Ron Herardian wrote:
"On a hard-mounted file system, NFS operations are retried until they are acknowledged by the server. A side effect of hard-mounting NFS file systems is that processes block (or "hang") in a high-priority disk wait state until their NFS RPC calls complete. If an NFS server goes down, the clients using its file systems hang if they reference these file systems before the server recovers. Using -intr in conjunction with the -hard mount option allows users to interrupt system calls that are blocked waiting on a crashed server. The system call is interrupted when the process making the call receives a signal, usually sent by the user typing Ctrl-C or using the kill command.Yep, in the man page too. That would imply that the mount commands listed below
which include "hard,intr" would allow one to send a signal (ctrl-C or killall or kill -9)
and terminate the process. However, with Fedora and the below listed kernel,
I could not kill the task.
On a soft-mounted file system, an NFS RPC call returns a timeout error if it fails the number of times specified by the retrans option. You should not use the -soft option on any file system that is writeable, nor on any file system from which you load executables. NFS only guarantees the consistency of data after a server crash if the NFS file system was hard-mounted by the client."

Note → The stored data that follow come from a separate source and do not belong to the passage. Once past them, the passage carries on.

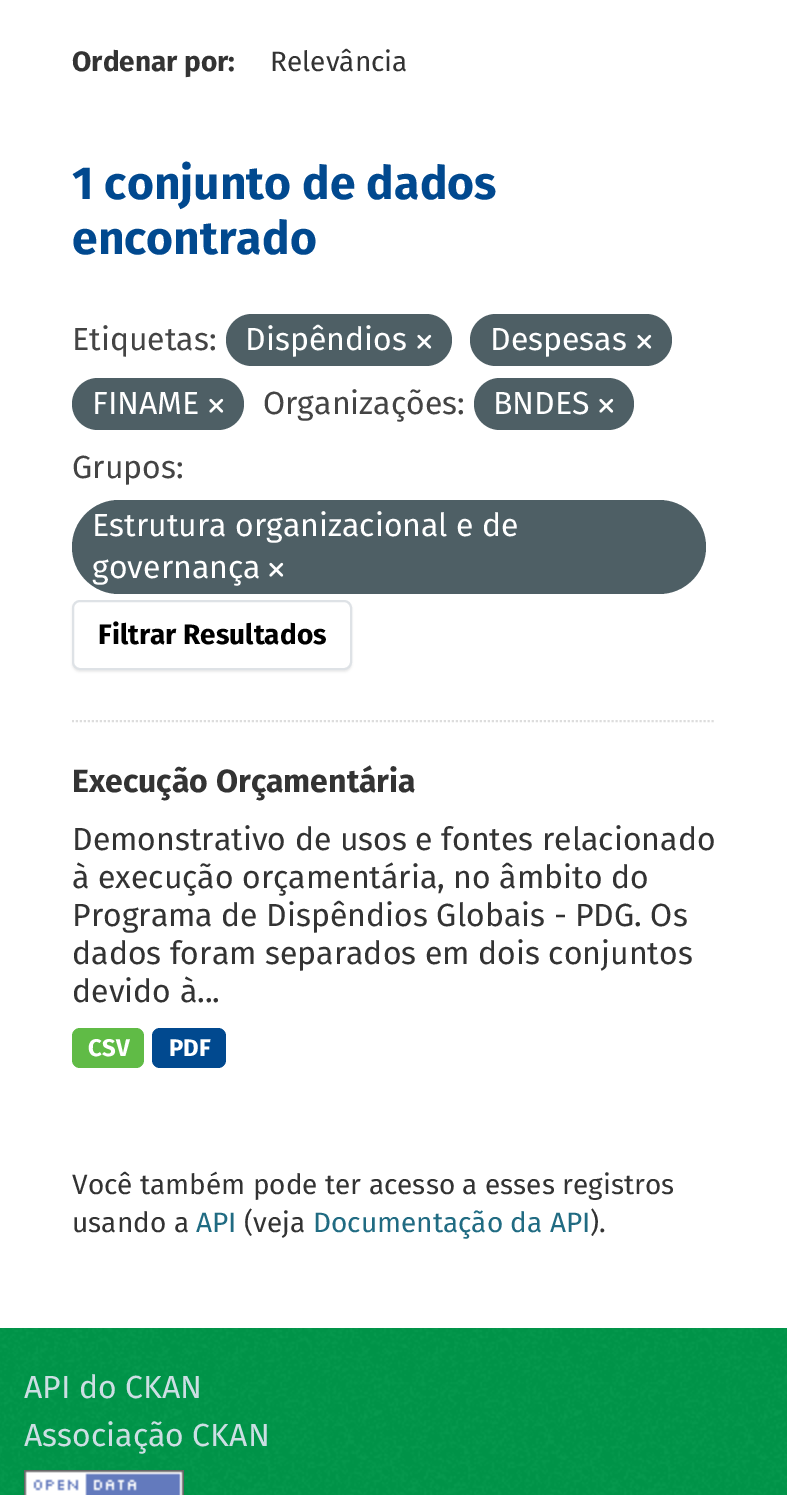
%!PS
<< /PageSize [787 1495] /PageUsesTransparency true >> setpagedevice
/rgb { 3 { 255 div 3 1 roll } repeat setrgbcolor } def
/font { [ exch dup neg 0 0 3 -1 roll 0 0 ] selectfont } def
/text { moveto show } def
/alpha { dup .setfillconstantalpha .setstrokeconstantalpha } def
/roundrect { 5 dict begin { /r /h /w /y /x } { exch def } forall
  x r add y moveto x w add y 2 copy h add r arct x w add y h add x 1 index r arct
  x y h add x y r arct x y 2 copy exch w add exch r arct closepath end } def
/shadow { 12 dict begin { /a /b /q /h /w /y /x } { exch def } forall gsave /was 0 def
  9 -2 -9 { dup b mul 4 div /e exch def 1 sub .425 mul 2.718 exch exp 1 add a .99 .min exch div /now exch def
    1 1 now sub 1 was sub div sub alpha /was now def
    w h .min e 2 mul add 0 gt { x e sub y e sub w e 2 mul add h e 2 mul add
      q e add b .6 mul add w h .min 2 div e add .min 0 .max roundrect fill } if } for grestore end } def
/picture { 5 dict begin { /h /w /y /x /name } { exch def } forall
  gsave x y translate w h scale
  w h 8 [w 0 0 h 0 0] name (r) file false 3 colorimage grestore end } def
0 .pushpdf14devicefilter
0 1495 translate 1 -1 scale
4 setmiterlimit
255 255 255 rgb
0 0 787 1495 rectfill
221 221 221 rgb
2 setlinewidth
[2 2] 0 setdash
72 721 moveto 644 0 rlineto stroke
78 95 101 rgb
226 314 226 52 26 roundrect fill
(img_01.rgb) 417 334 15 15 picture
470 314 202 52 26 roundrect fill
(img_01.rgb) 637 334 15 15 picture
72 378 172 52 26 roundrect fill
(img_01.rgb) 209 398 15 15 picture
474 378 160 52 26 roundrect fill
(img_01.rgb) 599 398 15 15 picture
72 500 634 94 47 roundrect fill
(img_01.rgb) 269 562 15 15 picture
0 0 0 rgb
72 602 280 70 8 1 0.07 shadow
255 255 255 rgb
73 601 278 68 7 roundrect gsave fill grestore
222 226 230 rgb
[] 0 setdash
stroke
96 187 70 rgb
72 1028 72 40 8 roundrect fill
1 73 143 rgb
152 1028 74 40 8 roundrect fill
0 152 74 rgb
0 1328 787 167 rectfill
(img_02.rgb) 0 1328 787 167 picture
(img_03.rgb) 24 1470 160 25 picture
/FiraSans-Bold 28 font
51 51 51 rgb
(Ordenar por:) 72 71 text
/FiraSans-Regular 28 font
(Relevância) 270 71 text
/FiraSans-Bold 46.25 font
1 73 143 rgb
(1 conjunto de dados) 72 199 text
(encontrado) 72 254 text
/FiraSans-Regular 32 font
68 68 68 rgb
(Etiquetas:) 72 350 text
255 255 255 rgb
(Dispêndios) 245 350 text
(Despesas) 490 350 text
(FINAME) 92 414 text
68 68 68 rgb
(Organizações:) 263 414 text
255 255 255 rgb
(BNDES) 493 414 text
68 68 68 rgb
(Grupos:) 72 478 text
255 255 255 rgb
(Estrutura organizacional e de) 92 536 text
(governança) 92 578 text
/FiraSans-Bold 28 font
0 0 0 rgb
(Filtrar Resultados) 98 644 text
/FiraSans-Bold 32 font
51 51 51 rgb
(Execução Orçamentária) 72 792 text
/FiraSans-Regular 32 font
(Demonstrativo de usos e fontes relacionado) 72 850 text
(à execução orçamentária, no âmbito do) 72 888 text
(Programa de Dispêndios Globais - PDG. Os) 72 926 text
(dados foram separados em dois conjuntos) 72 964 text
(devido à...) 72 1002 text
/FiraSans-Bold 24 font
255 255 255 rgb
(CSV) 88 1056 text
(PDF) 169 1056 text
/FiraSans-Regular 28 font
51 51 51 rgb
(Você também pode ter acesso a esses registros) 72 1194 text
(usando a) 72 1232 text
32 107 130 rgb
(API) 196 1232 text
51 51 51 rgb
(\(veja) 244 1232 text
32 107 130 rgb
(Documentação da API) 313 1232 text
51 51 51 rgb
(\).) 590 1232 text
/FiraSans-Regular 32 font
204 222 227 rgb
(API do CKAN) 24 1398 text
(Associação CKAN) 24 1446 text
.poppdf14devicefilter showpage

This is a very good point.... Thanks.
[http://www.brandonhutchinson.com/nfs_timeouts.html]
Wade Hampton wrote:
I have a Fedora server with kernel 2.4.22-1-2163 SMP mounting a remote solaris server (hence choice of options):
rsize=32768,ro,hard,intr,tcp,nfsvers=3
When the remote is down or disconnected, a "df" hangs (as expected), but I can't kill it, even as root or with kill -9. The docs for mount indicate that the INTR option should allow for killing apps mounted with HARD.
I also coded a test program that calls statvfs(2) and it hangs in the on the statvfs(2) call when run against a down NFS server. It too can't be interrupted or killed.
My questions are:
1) Is there a safe and reliable means to check for a down NFS server (e.g., is showmount -e <server> safe enough -- it is interruptable hence one could wrap this with a timer and it you timeout, the server would be down)?
2) Is the non-interruptable operation (even with INTR option) a bug or feature?
3) Is there a simple kernel call, /proc entry, or similar that can be used for this purpose?
4) Is there a perl module to accomplish this?
This would be very useful for network monitoring, e.g., when the server goes down and stays down for >1 minute, generate an SNMP trap and write to a log file. It would be good if you can't put an SNMP agent on the server, but only on the client. It is also useful for writing a highly reliable client application.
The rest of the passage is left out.